Transcript class instance name =  andrew_1
Transcript class instance name =  andrew_2
Transcript class instance name =  janet
Transcript class instance name =  munroe
Transcript class instance name =  transcript_test_file
Transcript class instance name =  trisha


In [5]:
#check for errors in t.transcript_df[overlap_type]

err_found = 0
for tr in tr_list:
    for i in range(0, len(tr.overlap_list)):
        if tr.overlap_list[i]:
            for type in tr.overlap_list[i]:
                if type == 'error':
                    err_found = 1
                    print('parse error found: ', tr.path, "line no.", i + 2)
if not err_found:
    print("No parse errors found")

No parse errors found


In [6]:
#search for two interruption types occuring on consecutive lines
type1 = 'overlapped'
type2 = 'interruption_unsucc'

print('Examples where', type1, 'occurs immediately before', type2, ':')
for tr in tr_list:
    for i in range(0, len(tr.overlap_list) - 2):
        if tr.overlap_list[i] and tr.overlap_list[i][-1] == type1:
            if tr.overlap_list[i + 2] and tr.overlap_list[i + 2][0] == type2:
                print(tr.path, 'line =', tr.line_number[i])

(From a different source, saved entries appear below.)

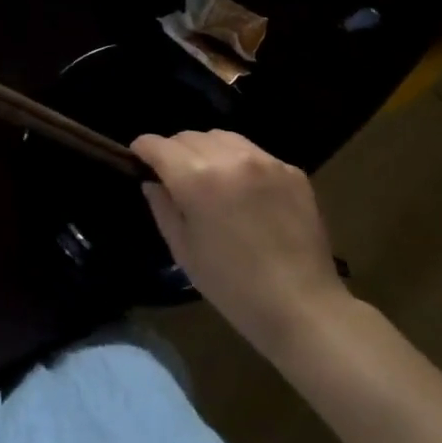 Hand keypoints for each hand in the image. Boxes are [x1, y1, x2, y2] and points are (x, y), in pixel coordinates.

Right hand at [133, 130, 348, 362]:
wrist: (302, 306)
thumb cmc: (233, 286)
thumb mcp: (184, 250)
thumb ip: (162, 207)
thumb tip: (152, 182)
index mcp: (196, 179)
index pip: (158, 145)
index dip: (143, 149)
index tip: (139, 159)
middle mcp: (229, 158)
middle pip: (188, 136)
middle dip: (174, 151)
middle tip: (174, 176)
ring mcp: (264, 160)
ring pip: (221, 137)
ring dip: (206, 150)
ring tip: (210, 177)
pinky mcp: (291, 170)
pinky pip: (253, 152)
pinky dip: (239, 162)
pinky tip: (244, 191)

Examples where overlapped occurs immediately before interruption_unsucc :
./txt/andrew_1.txt line = 290
./txt/andrew_2.txt line = 367
./txt/andrew_2.txt line = 382
./txt/janet.txt line = 179
./txt/janet.txt line = 181
./txt/janet.txt line = 188
./txt/janet.txt line = 227
./txt/munroe.txt line = 62
./txt/munroe.txt line = 241
./txt/munroe.txt line = 318
./txt/trisha.txt line = 60
./txt/trisha.txt line = 66
./txt/trisha.txt line = 102
./txt/trisha.txt line = 134
./txt/trisha.txt line = 164


In [7]:
#use this cell to display transcript_df or features_df

pd.options.display.max_rows = 999
pd.options.display.max_colwidth = 80

display(andrew_2.features_df)
#display(andrew_2.transcript_df)

Unnamed: 0,Piers,Andrew
interrupted_succ,9,29
interrupted_unsucc,4,25
overlapped,11,19
interruption_succ,27,4
interruption_unsucc,22,7
overlap,16,9
minimal_response,25,18
word_count,1571,2316
words_%,40,59


In [9]:
for tr in tr_list: 
    #tr.interrupting_behaviour = {}
    tr.interrupting_behaviour = {
        'piers_yield_rate': np.round_((tr.features['Piers']['interrupted_succ'] / (tr.features['Piers']['interrupted_succ'] + tr.features['Piers']['interrupted_unsucc'])) * 100, 1),
        'piers_interrupt_success': np.round_((tr.features['Piers']['interruption_succ'] / (tr.features['Piers']['interruption_succ'] + tr.features['Piers']['interruption_unsucc'])) * 100, 1)
    }
    print('For the transcript:', tr.path)
    print('Percentage of times Piers yields when interrupted =\t', tr.interrupting_behaviour['piers_yield_rate'])
    print('Piers\' success rate percentage when interrupting =\t', tr.interrupting_behaviour['piers_interrupt_success'])
    print('')


andrew_agg = {
    'piers_yield_rate': (andrew_1.interrupting_behaviour['piers_yield_rate'] + andrew_2.interrupting_behaviour['piers_yield_rate']) / 2,
    'piers_interrupt_success': (andrew_2.interrupting_behaviour['piers_interrupt_success'] + andrew_2.interrupting_behaviour['piers_interrupt_success']) / 2
}
print('Aggregate of both Andrew excerpts:')
print('Percentage of times Piers yields when interrupted =\t', andrew_agg['piers_yield_rate'])
print('Piers\' success rate percentage when interrupting =\t', andrew_agg['piers_interrupt_success'])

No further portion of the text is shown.